Segment Start: Data to examine

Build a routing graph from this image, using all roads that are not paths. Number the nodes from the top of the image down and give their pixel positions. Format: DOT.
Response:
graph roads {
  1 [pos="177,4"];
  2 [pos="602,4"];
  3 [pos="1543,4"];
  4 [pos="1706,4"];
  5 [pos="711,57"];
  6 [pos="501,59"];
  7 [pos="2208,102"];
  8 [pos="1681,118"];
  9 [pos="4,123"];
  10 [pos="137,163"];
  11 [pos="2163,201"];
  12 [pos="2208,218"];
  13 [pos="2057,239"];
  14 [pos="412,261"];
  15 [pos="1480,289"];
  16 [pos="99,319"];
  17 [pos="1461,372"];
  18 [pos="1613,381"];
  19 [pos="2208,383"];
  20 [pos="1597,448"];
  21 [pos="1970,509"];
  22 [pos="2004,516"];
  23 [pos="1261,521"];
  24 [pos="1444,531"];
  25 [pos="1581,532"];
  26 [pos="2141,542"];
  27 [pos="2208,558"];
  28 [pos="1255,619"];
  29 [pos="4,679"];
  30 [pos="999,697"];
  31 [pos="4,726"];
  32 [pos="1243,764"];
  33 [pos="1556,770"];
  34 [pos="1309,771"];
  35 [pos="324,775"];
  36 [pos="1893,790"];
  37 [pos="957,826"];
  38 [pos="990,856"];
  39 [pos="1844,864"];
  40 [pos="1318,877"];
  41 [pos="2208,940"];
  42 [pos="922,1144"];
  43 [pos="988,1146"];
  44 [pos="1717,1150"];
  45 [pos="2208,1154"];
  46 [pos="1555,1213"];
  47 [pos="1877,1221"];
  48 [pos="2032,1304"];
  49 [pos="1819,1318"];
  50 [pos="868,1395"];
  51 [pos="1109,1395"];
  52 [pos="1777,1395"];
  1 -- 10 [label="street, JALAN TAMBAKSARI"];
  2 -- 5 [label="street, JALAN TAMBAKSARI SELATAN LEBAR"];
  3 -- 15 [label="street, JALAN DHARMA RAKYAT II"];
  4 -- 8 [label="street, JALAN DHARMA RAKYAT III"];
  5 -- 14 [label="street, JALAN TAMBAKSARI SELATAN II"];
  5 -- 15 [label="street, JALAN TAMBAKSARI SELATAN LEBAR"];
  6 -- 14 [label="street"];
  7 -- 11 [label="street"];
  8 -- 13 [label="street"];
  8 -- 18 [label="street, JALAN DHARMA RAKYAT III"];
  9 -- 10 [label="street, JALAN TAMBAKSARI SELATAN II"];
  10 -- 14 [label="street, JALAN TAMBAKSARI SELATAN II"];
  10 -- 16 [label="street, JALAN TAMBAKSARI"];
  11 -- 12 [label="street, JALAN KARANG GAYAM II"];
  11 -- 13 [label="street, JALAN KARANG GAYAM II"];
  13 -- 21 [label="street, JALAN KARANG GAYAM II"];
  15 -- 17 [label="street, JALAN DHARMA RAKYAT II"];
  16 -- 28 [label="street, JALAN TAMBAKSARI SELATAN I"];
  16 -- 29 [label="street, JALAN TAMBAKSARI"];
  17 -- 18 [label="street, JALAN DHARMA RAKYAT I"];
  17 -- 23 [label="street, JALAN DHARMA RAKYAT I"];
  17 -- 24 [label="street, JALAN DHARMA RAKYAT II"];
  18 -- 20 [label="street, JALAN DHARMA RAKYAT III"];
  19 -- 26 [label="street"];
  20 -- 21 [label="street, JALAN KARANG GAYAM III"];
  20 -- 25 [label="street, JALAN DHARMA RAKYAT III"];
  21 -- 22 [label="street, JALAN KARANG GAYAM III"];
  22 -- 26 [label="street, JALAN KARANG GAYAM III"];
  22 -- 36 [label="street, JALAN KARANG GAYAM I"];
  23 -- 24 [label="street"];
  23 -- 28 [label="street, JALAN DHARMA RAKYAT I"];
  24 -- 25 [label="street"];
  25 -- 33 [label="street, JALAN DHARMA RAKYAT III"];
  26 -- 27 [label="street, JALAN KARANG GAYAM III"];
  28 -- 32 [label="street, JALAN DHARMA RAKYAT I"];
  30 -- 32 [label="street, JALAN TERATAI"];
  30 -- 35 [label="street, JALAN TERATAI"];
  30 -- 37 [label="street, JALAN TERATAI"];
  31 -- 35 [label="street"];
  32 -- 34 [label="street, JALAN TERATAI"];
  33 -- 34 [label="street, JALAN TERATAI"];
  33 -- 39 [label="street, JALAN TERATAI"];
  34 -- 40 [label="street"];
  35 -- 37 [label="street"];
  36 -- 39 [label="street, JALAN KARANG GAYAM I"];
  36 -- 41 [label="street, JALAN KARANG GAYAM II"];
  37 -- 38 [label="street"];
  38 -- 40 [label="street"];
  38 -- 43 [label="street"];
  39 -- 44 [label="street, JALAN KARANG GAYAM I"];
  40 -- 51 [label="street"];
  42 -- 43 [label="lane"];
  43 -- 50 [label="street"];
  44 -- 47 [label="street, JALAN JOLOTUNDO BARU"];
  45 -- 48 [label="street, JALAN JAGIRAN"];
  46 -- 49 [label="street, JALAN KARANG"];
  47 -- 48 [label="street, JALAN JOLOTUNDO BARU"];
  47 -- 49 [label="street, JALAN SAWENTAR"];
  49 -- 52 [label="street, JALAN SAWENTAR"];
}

Segment End: Data to examine

### Exercise instructions
Find and copy every line in the entries above where the string "TERATAI" occurs.

### Answer section
  30 -- 32 [label="street, JALAN TERATAI"];
  30 -- 35 [label="street, JALAN TERATAI"];
  30 -- 37 [label="street, JALAN TERATAI"];
  32 -- 34 [label="street, JALAN TERATAI"];
  33 -- 34 [label="street, JALAN TERATAI"];
  33 -- 39 [label="street, JALAN TERATAI"];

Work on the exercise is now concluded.